En Suisse, Genève s’enorgueillit d’être une ville à part. Tout y contribue. Sa localisation géographique à l’extrémité du pays, petite excroissance de 282 km2 au bout du lac Léman que le reste du monde s’entête à appeler Geneva Lake, ce qui ne déplaît pas à la principale intéressée. Sa population, extraordinaire melting-pot, aussi bien national qu’international, puisque 42% de ses habitants sont étrangers et que 37% seulement des Genevois de souche résident dans leur canton. Son dynamisme économique, avec une concentration de savoir-faire étendus, essentiellement dans le secteur des services, qui ont fait la renommée de sa place financière, de ses groupes d’assurance ou de ses activités de négoce. Enfin, last but not least, les nombreuses institutions internationales qui y ont leur siège, telles que l’Organisation des Nations unies (ONU), le Bureau international du travail, l’Organisation mondiale du commerce (OMC), l’Organisation pour l’alimentation et l’agriculture, l’Union internationale des télécommunications ou le Comité international de la Croix-Rouge, avec dans leur sillage des organisations non gouvernementales comme Médecins sans frontières, Amnesty International ou Human Rights Watch. Cette incroyable accumulation d’atouts sur une si petite surface semblait devoir durer toujours.

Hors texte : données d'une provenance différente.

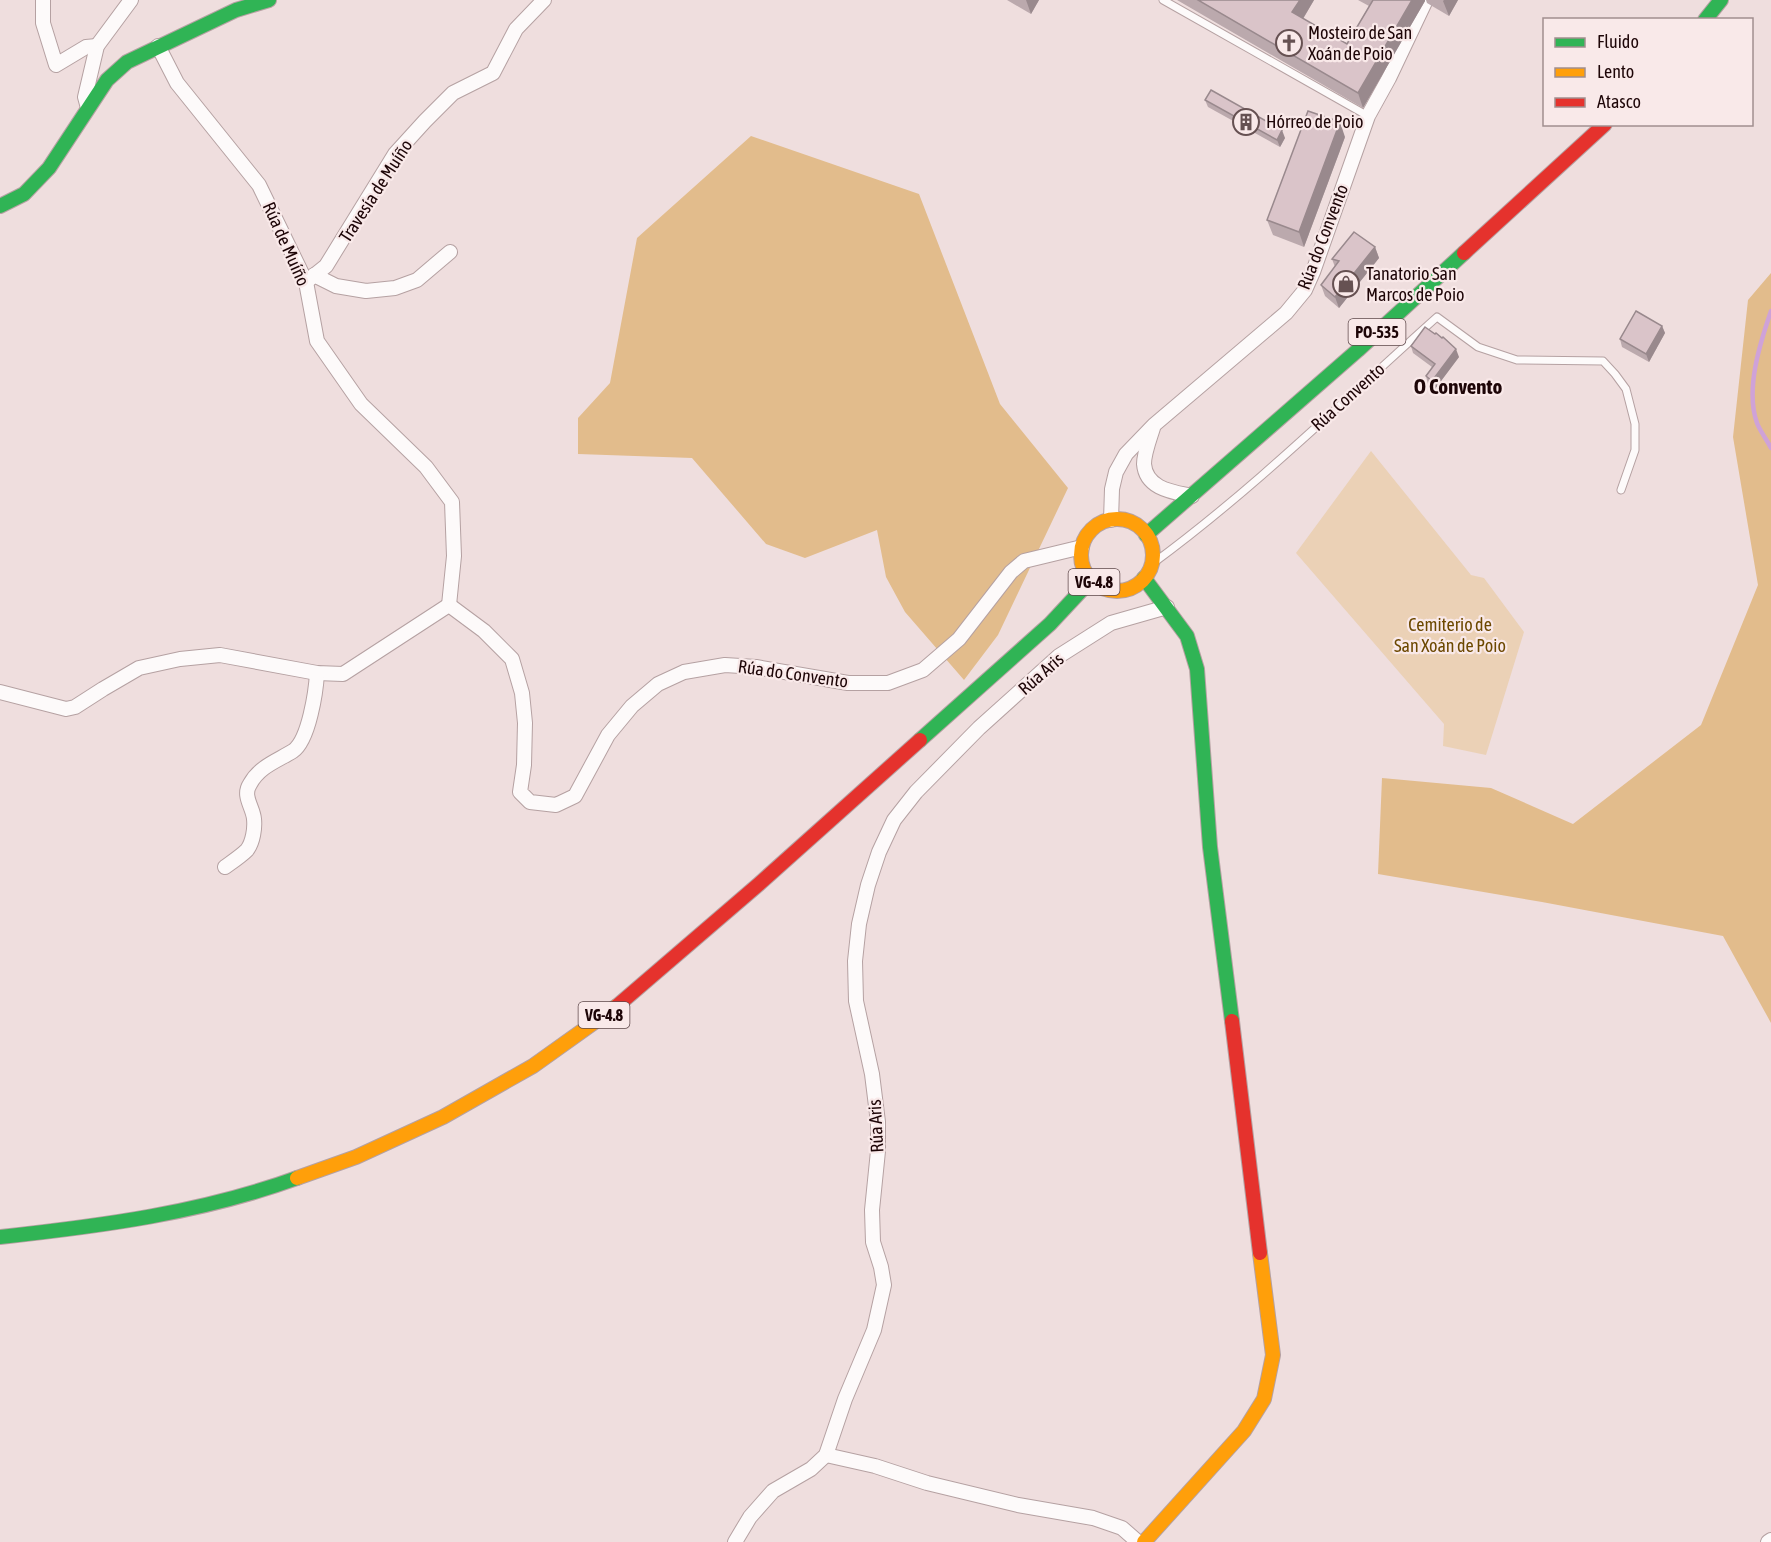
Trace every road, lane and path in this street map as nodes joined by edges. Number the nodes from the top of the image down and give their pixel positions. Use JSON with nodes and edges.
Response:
{"nodes":[{"id":1,"x":43,"y":0,"type":"edge"},
{"id":2,"x":131,"y":0,"type":"edge"},
{"id":3,"x":269,"y":0,"type":"edge"},
{"id":4,"x":544,"y":0,"type":"edge"},
{"id":5,"x":1163,"y":0,"type":"edge"},
{"id":6,"x":1426,"y":0,"type":"edge"},
{"id":7,"x":1721,"y":0,"type":"edge"},
{"id":8,"x":1707,"y":18,"type":"edge"},
{"id":9,"x":97,"y":46,"type":"junction"},
{"id":10,"x":158,"y":46,"type":"junction"},
{"id":11,"x":88,"y":108,"type":"junction"},
{"id":12,"x":1368,"y":116,"type":"junction"},
{"id":13,"x":1603,"y":126,"type":"edge"},
{"id":14,"x":0,"y":206,"type":"edge"},
{"id":15,"x":450,"y":252,"type":"dead end"},
{"id":16,"x":310,"y":278,"type":"junction"},
{"id":17,"x":1154,"y":425,"type":"junction"},
{"id":18,"x":1621,"y":490,"type":"dead end"},
{"id":19,"x":1192,"y":496,"type":"junction"},
{"id":20,"x":1111,"y":520,"type":"junction"},
{"id":21,"x":1146,"y":535,"type":"junction"},
{"id":22,"x":1082,"y":547,"type":"junction"},
{"id":23,"x":1152,"y":564,"type":"junction"},
{"id":24,"x":1144,"y":578,"type":"junction"},
{"id":25,"x":1091,"y":580,"type":"junction"},
{"id":26,"x":449,"y":605,"type":"junction"},
{"id":27,"x":1167,"y":607,"type":"junction"},
{"id":28,"x":317,"y":673,"type":"junction"},
{"id":29,"x":0,"y":692,"type":"edge"},
{"id":30,"x":225,"y":867,"type":"dead end"},
{"id":31,"x":0,"y":1237,"type":"edge"},
{"id":32,"x":826,"y":1455,"type":"junction"},
{"id":33,"x":735,"y":1542,"type":"edge"},
{"id":34,"x":1138,"y":1542,"type":"edge"},
{"id":35,"x":1143,"y":1542,"type":"edge"}],
"edges":[{"from":1,"to":9,"type":"street"},
{"from":2,"to":9,"type":"street"},
{"from":3,"to":10,"type":"main road"},
{"from":4,"to":16,"type":"street","name":"Travesía de Muíño"},
{"from":5,"to":12,"type":"lane"},
{"from":6,"to":12,"type":"street","name":"Rúa do Convento"},
{"from":7,"to":8,"type":"main road"},
{"from":9,"to":11,"type":"street"},
{"from":10,"to":11,"type":"main road"},
{"from":10,"to":16,"type":"street","name":"Rúa de Muíño"},
{"from":11,"to":14,"type":"main road"},
{"from":12,"to":17,"type":"street","name":"Rúa do Convento"},
{"from":13,"to":19,"type":"main road","number":"PO-535"},
{"from":15,"to":16,"type":"street"},
{"from":16,"to":26,"type":"street","name":"Rúa de Muíño"},
{"from":17,"to":19,"type":"street"},
{"from":17,"to":20,"type":"street","name":"Rúa do Convento"},
{"from":18,"to":23,"type":"lane","name":"Rúa Convento"},
{"from":19,"to":21,"type":"main road","number":"PO-535"},
{"from":20,"to":21,"type":"main road"},
{"from":20,"to":22,"type":"main road","number":"VG-4.8"},
{"from":21,"to":23,"type":"main road"},
{"from":22,"to":25,"type":"main road","number":"VG-4.8"},
{"from":22,"to":26,"type":"street","name":"Rúa do Convento"},
{"from":23,"to":24,"type":"main road","number":"VG-4.8"},
{"from":24,"to":25,"type":"main road","number":"VG-4.8"},
{"from":24,"to":27,"type":"main road"},
{"from":25,"to":31,"type":"main road","number":"VG-4.8"},
{"from":26,"to":28,"type":"street"},
{"from":27,"to":32,"type":"street","name":"Rúa Aris"},
{"from":27,"to":35,"type":"main road"},
{"from":28,"to":29,"type":"street"},
{"from":28,"to":30,"type":"street"},
{"from":32,"to":33,"type":"street"},
{"from":32,"to":34,"type":"street"}]}
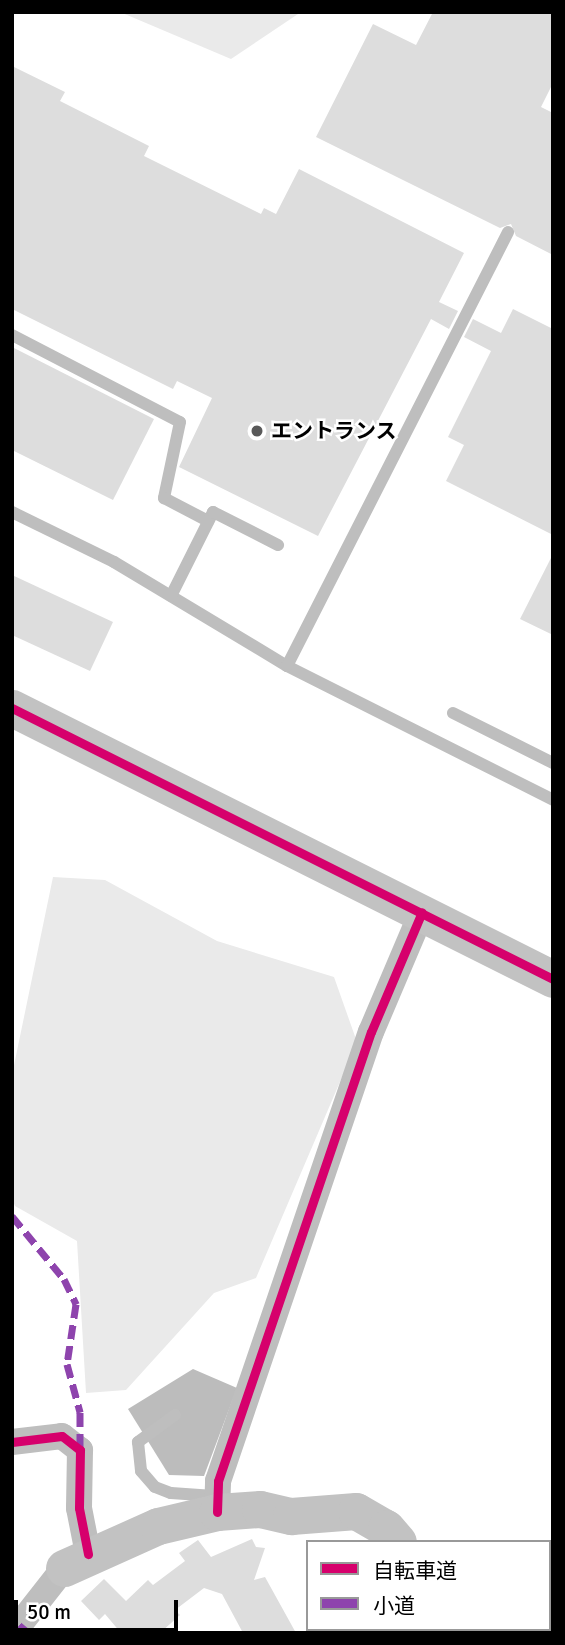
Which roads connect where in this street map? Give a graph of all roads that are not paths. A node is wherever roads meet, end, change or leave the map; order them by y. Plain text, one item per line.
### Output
1 (508, 232) dead end
2 (12, 335) edge
3 (12, 512) edge
4 (208, 521) junction
5 (278, 545) dead end
6 (171, 596) junction
7 (287, 666) junction
8 (12, 709) edge
9 (453, 713) dead end
10 (553, 763) edge
11 (553, 800) edge
12 (422, 912) junction
13 (553, 979) edge
14 (175, 1415) dead end
15 (12, 1442) edge
16 (216, 1504) junction
17 (396, 1540) edge
18 (76, 1561) junction
19 (14, 1627) edge

1 - 7 lane
2 - 4 lane
3 - 6 lane
4 - 5 lane
4 - 6 lane
6 - 7 lane
7 - 11 lane
8 - 12 street
9 - 10 lane
12 - 13 street
12 - 16 street
14 - 16 lane
15 - 18 street
16 - 17 street
16 - 18 street
18 - 19 street

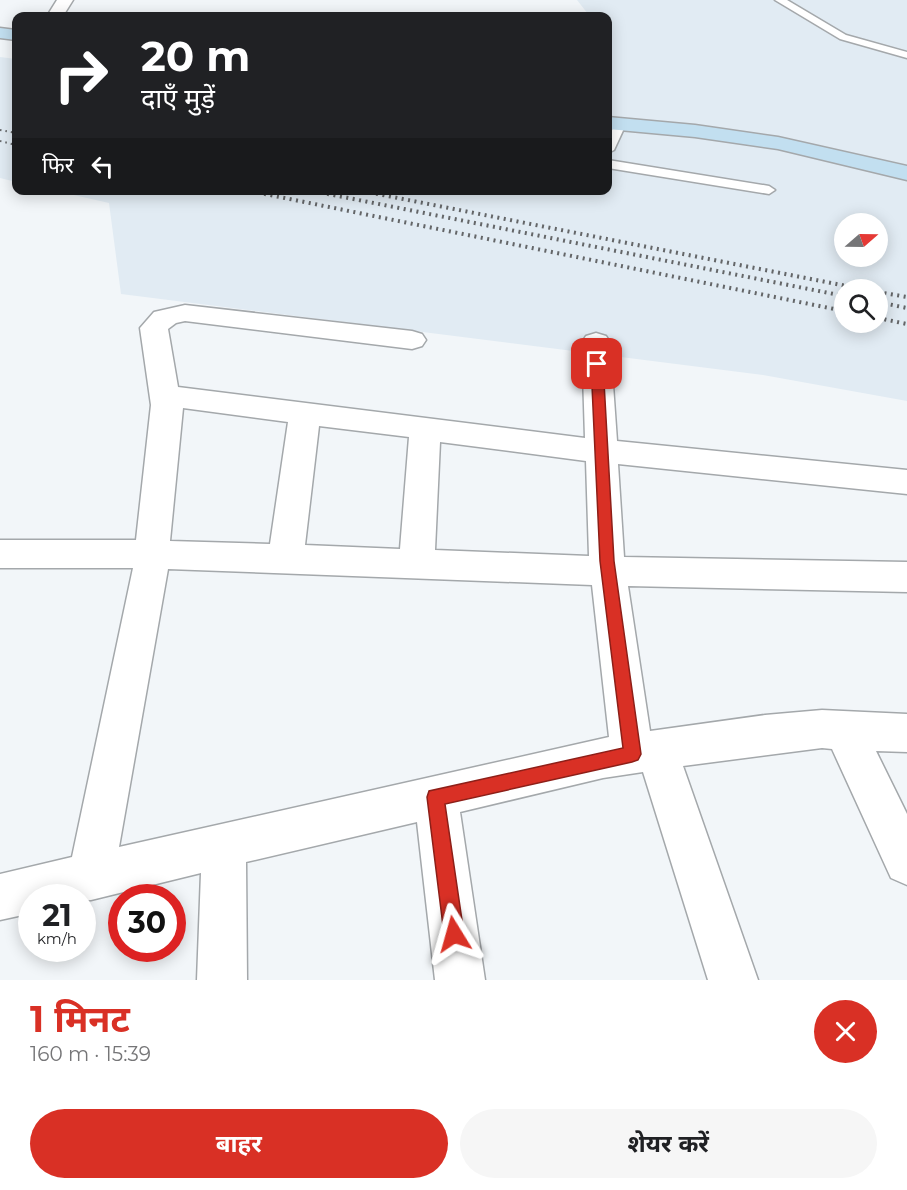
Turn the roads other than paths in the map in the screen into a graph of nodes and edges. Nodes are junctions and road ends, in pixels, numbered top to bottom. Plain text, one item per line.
1 (780, 0) edge
2 (907, 55) edge
3 (614, 124) edge
4 (612, 165) edge
5 (907, 173) edge
6 (769, 190) dead end
7 (412, 340) dead end
8 (596, 342) dead end
9 (166, 405) junction
10 (305, 412) junction
11 (425, 428) junction
12 (602, 451) junction
13 (907, 482) edge
14 (0, 554) edge
15 (152, 554) junction
16 (286, 558) junction
17 (417, 563) junction
18 (608, 571) junction
19 (907, 577) edge
20 (844, 730) junction
21 (907, 734) edge
22 (645, 752) junction
23 (436, 797) junction
24 (224, 846) junction
25 (907, 862) edge
26 (91, 877) junction
27 (0, 897) edge
28 (222, 980) edge
29 (460, 980) edge
30 (733, 980) edge

1 - 2 lane
3 - 5 street
4 - 6 lane
7 - 9 street
8 - 12 street
9 - 10 street
9 - 15 street
10 - 11 street
10 - 16 street
11 - 12 street
11 - 17 street
12 - 13 street
12 - 18 street
14 - 15 street
15 - 16 street
15 - 26 street
16 - 17 street
17 - 18 street
18 - 19 street
18 - 22 street
20 - 21 street
20 - 22 street
20 - 25 street
22 - 23 street
22 - 30 street
23 - 24 street
23 - 29 street
24 - 26 street
24 - 28 street
26 - 27 street

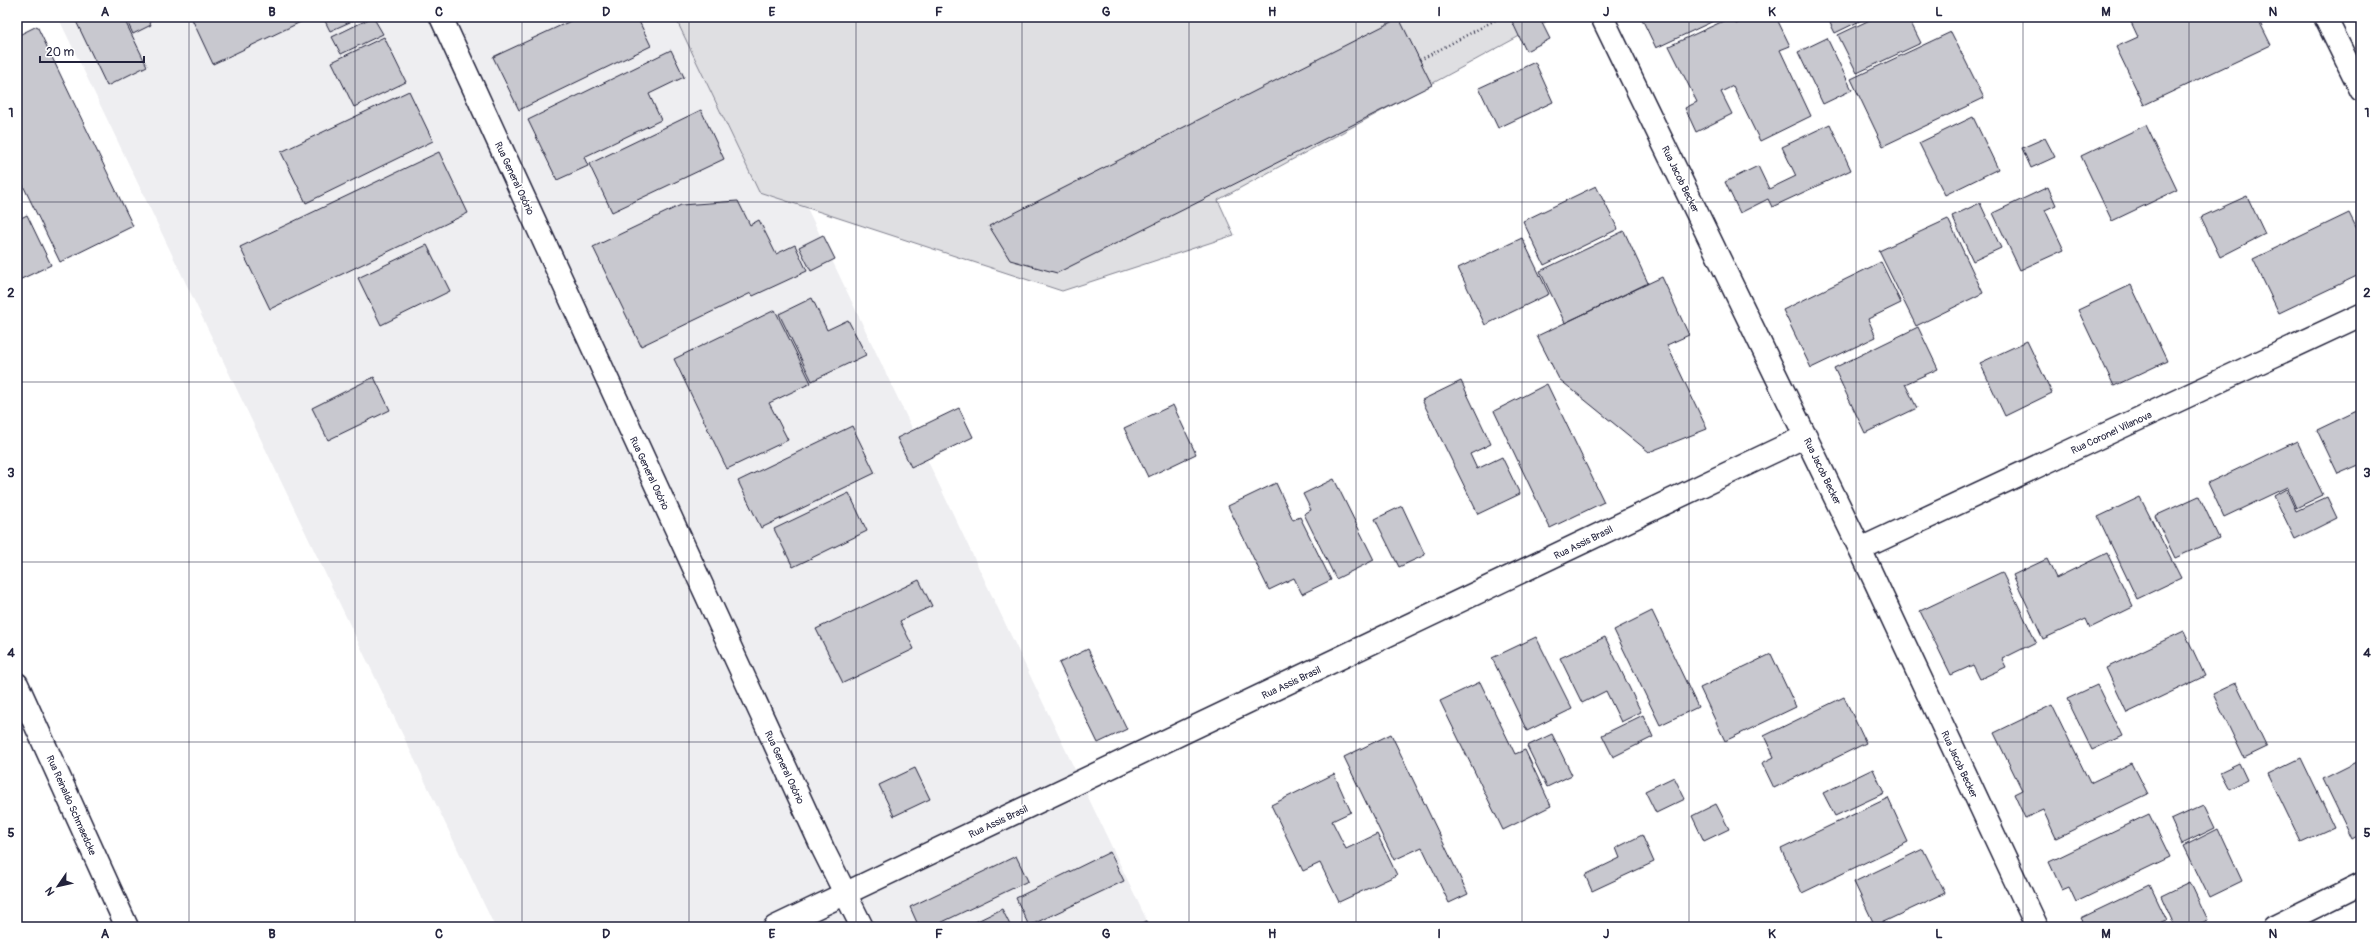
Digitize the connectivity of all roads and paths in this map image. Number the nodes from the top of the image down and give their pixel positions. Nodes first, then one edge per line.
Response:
1 (441, 17) edge
2 (1501, 17) edge
3 (1602, 17) edge
4 (2325, 17) edge
5 (1420, 60) dead end
6 (2361, 90) edge
7 (2361, 315) edge
8 (1806, 436) junction
9 (1860, 549) junction
10 (19, 694) edge
11 (2361, 884) edge
12 (846, 893) junction
13 (127, 927) edge
14 (775, 927) edge
15 (862, 927) edge
16 (2037, 927) edge
17 (2274, 927) edge

1 - 12 street, Rua General Osório
2 - 5 path
3 - 8 street, Rua Jacob Becker
4 - 6 street
7 - 9 street, Rua Coronel Vilanova
8 - 9 street, Rua Jacob Becker
8 - 12 street, Rua Assis Brasil
9 - 16 street, Rua Jacob Becker
10 - 13 street, Rua Reinaldo Schmaedcke
11 - 17 street
12 - 14 street, Rua Assis Brasil
12 - 15 street, Rua General Osório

Mais le monde est en train de changer à une vitesse folle et le statut enviable et envié de Genève est en danger, sous l’action conjuguée de la concurrence et des bouleversements géopolitiques. Reprenons.
Selon le rapport du Global Financial Centres Index paru en septembre 2024, qui évalue la compétitivité de cent vingt et une places financières dans le monde, Genève a reculé de six rangs tandis que Dublin en gagnait onze, Paris cinq et Dubai quatre. Denis Pittet, président de la Fondation Genève Place Financière, explique: « Aujourd’hui, nous sommes confrontés à une concurrence féroce de la part de places financières qui, il y a quelques années encore, n’existaient quasiment pas». Quant à Marcel Rohner, président de l’Association suisse des banquiers, il disait en 2024: «Beaucoup de ce que nous pensions gravé dans le marbre s’est transformé, inversé ou évaporé en très peu de temps. Dans ce monde dynamique et difficilement prévisible, nous devons faire preuve de sagesse et de prudence. Nous avons tout ce qu’il faut pour cela». Les deux saluent une résilience inespérée et confirment le verdict de Blaise Goetschin, alors directeur général de la Banque cantonale genevoise, dans la NZZ en janvier 2024: «La place financière est résistante et sait s’adapter. Elle reste un secteur exportateur». Acceptons-en l’augure. Genève tient également un rôle de première importance dans le négoce et le financement du commerce (premier rang mondial) et plus de cinq cents sociétés de trading sont basées ou représentées à Genève. Pourtant, Florence Schurch, secrétaire générale de Suissenégoce, déplore que l’attractivité de la ville du bout du lac se dégrade. Elle met en cause le fameux swissfinish, cette tendance de la Suisse à jouer les bons élèves en appliquant des règles que ses rivaux ne se gênent pas de négliger. Elle insiste aussi sur le fait que Londres et Singapour sont plus rapides pour moderniser les outils, tel le connaissement maritime électronique.
En un mot comme en cent, nous prenons du retard, nous sommes plus tâtillons et de moins en moins financièrement attractifs. Pour couronner le tout, l’administration Trump est en train de modifier profondément le système multilatéral sur lequel était fondée la Genève internationale. Les grandes institutions sont en effervescence depuis que le président américain a menacé d’en sortir ou de leur couper les vivres, les estimant désormais trop bureaucratiques, coûteuses et inefficaces. Depuis longtemps le malaise couvait: l’ONU affichait son impuissance à la face du monde, la crise du covid avait révélé les collusions coupables de l’Organisation mondiale de la santé avec la Chine, le Tribunal pénal international condamnait le Premier ministre israélien et le chef du Hamas terroriste dans un parallélisme troublant, l’OMC était en panne depuis plusieurs années, le CICR lui-même était dans la tourmente.
Comment Genève ne subirait-elle pas le contrecoup de ces turbulences qui touchent à la fois le fond et la forme de l’action des institutions qui y ont leur siège ? Tout cela mis bout à bout montre que la Suisse ne sera pas épargnée et il convient de s’y préparer puisque «de nos mains, non de l’indolence, viendra la lumière», comme l’affirmait déjà Homère il y a plus de deux mille cinq cents ans.